The OECD analyzes the progress of regulatory frameworks in member countries.
The COVID-19 pandemic has served as a stress test for the world’s regulatory structures. The scramble to respond to the unprecedented public health crisis has highlighted a variety of regulatory shortcomings in both substance and process in countries around the world, according to a recent report issued by the Organization for Economic Co-operation and Development (OECD).
The members of the OECD—an international organization of 38 major countries—have issued over 190 rules related to the pandemic. In a triennial report examining trends in regulatory policy across member countries, the OECD recently looked at the information that policymakers rely on to guide their rulemaking—including public engagement strategies, impact analyses, and international standards.
In an earlier set of recommendations, the OECD urged states to begin engaging members of their publics early—even before the formal rulemaking process, when regulators are defining problems that might necessitate new regulations.
Although the majority of OECD members have developed unified digital platforms to centralize their rulemaking outreach process, and some even use social media to collect comments, most states begin engagement only once a rule has been drafted, according to the recent OECD report. OECD argues that early engagement allows policymakers to incorporate stakeholder feedback through the life of the process, leading to both substantively better regulatory outcomes and increased public confidence in those regulations.

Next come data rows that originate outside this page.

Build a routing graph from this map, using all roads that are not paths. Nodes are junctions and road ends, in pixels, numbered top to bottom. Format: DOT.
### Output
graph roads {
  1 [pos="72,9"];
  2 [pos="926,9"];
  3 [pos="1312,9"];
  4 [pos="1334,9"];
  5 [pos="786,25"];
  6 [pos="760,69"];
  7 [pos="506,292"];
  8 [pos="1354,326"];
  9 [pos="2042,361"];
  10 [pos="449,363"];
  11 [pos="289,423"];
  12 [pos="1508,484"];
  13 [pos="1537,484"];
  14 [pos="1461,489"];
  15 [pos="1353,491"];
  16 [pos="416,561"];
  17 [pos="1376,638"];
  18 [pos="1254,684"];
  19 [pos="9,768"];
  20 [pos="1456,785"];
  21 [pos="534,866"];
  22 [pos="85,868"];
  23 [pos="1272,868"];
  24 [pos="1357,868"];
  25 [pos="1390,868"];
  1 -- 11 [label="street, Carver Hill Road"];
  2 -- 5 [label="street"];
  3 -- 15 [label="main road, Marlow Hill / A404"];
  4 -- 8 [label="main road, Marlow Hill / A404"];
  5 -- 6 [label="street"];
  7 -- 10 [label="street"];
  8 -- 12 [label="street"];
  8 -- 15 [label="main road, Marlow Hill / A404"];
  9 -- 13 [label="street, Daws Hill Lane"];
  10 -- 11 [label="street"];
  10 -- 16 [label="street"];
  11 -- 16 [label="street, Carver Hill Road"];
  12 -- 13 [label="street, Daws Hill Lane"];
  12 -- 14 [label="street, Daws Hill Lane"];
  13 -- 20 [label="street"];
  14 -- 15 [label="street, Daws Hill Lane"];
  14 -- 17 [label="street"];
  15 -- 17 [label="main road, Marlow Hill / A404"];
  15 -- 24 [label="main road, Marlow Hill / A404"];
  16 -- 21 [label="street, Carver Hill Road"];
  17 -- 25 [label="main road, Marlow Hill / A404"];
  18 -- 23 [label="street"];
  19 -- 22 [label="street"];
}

In addition to expanding the timeframe for public input, the OECD urges regulators to engage actively with the feedback they receive. Less than a third of OECD countries, however, require regulators to respond to public comments, and only a third require regulators even to consider those comments in their rulemaking. The OECD also encourages countries to engage foreign stakeholders when creating policies. This engagement will help rulemakers understand the potential impacts of domestic regulations abroad—and how those effects may, in turn, reverberate in the originating country.
The recent OECD report also explores policymakers’ use of cost-benefit analysis in the rulemaking process—or what is sometimes called a regulatory impact assessment (RIA). A robust RIA process is crucial to ensure informed decision-making, argues the OECD, because it allows policymakers to compare and contrast policy options and their impacts.
The OECD made several key recommendations about improving the RIA process in a 2012 report. The organization’s latest report, however, judges RIA to have improved only “slightly” since that time. Although member countries now have a requirement to conduct RIAs on at least some types of regulations, the report authors find that, in practice, many states fail to use RIAs consistently.
In conducting RIAs, regulators focus mostly on the economic effects of proposed policies, with some states emphasizing non-economic factors more than others. Many states have broadened the scope of impacts they consider to include externalities such as gender equality, the environment, poverty, and effects on small- and medium-sized businesses. In addition, some states consider the impact of their policies abroad, mostly concerning trade and market openness.
The OECD also notes that, although best practice is to include a no-action option in any cost-benefit analysis, some countries do not require that regulators do so. Most OECD states do, however, systematically identify, consider, and assess non-regulatory solutions to problems—but even when they do, it is often only one such option. The report’s authors argue that one result of the limited attention to non-regulatory options is that policymakers may not fully understand the status quo before they make new rules, leading to suboptimal—or sometimes unnecessary—regulations.
About half of the countries that are members of the OECD allow for emergency exemptions from their RIA requirements, and several countries have skipped or shortened their traditional RIA processes when implementing COVID-19-related regulatory measures.
Although crises might require short-circuiting regulatory procedures before rules are adopted, the authors of the OECD report argue that it is always necessary for states to have a robust ex post evaluation process to determine the effectiveness of rules—a practice that three quarters of OECD members do not systematically follow under regular circumstances. Only four states require ex post evaluation of regulations crafted under an RIA emergency exemption.
The pandemic also highlighted the importance of international regulatory cooperation. According to the OECD report, the very nature of the threat—airborne transmission of a virus—resulted in harsh, unilateral measures that challenged global supply chains and complicated cooperation in essential areas such as vaccine development.
But the OECD report notes that problems of international regulatory cooperation predate COVID-19 and have not been limited to public health. For example, digital enterprises are mostly regulated on a national basis, even though the underlying technology spans the globe. The OECD argues that a harmonized regulatory approach across jurisdictions could encourage a “race to the top” rather than a race to the bottom.
Even though an increasing number of countries consider international agreements when regulating, the OECD judges the approach to regulation in most states to be fragmented and urges a systematic, whole-of-government approach that embeds international concerns within domestic policymaking. Some countries have required regulators to consider international practice when crafting policy, and others have created domestic databases that keep track of the international agreements to which they belong.
The OECD report encourages countries to improve their regulatory systems by strengthening their engagement, impact analysis, and foreign consideration processes. In separate sections, the OECD report also explores other regulatory topics and creates detailed country profiles that explain recent national-level changes to regulatory processes. It remains to be seen whether countries will implement the OECD’s recommendations to improve their regulatory regimes.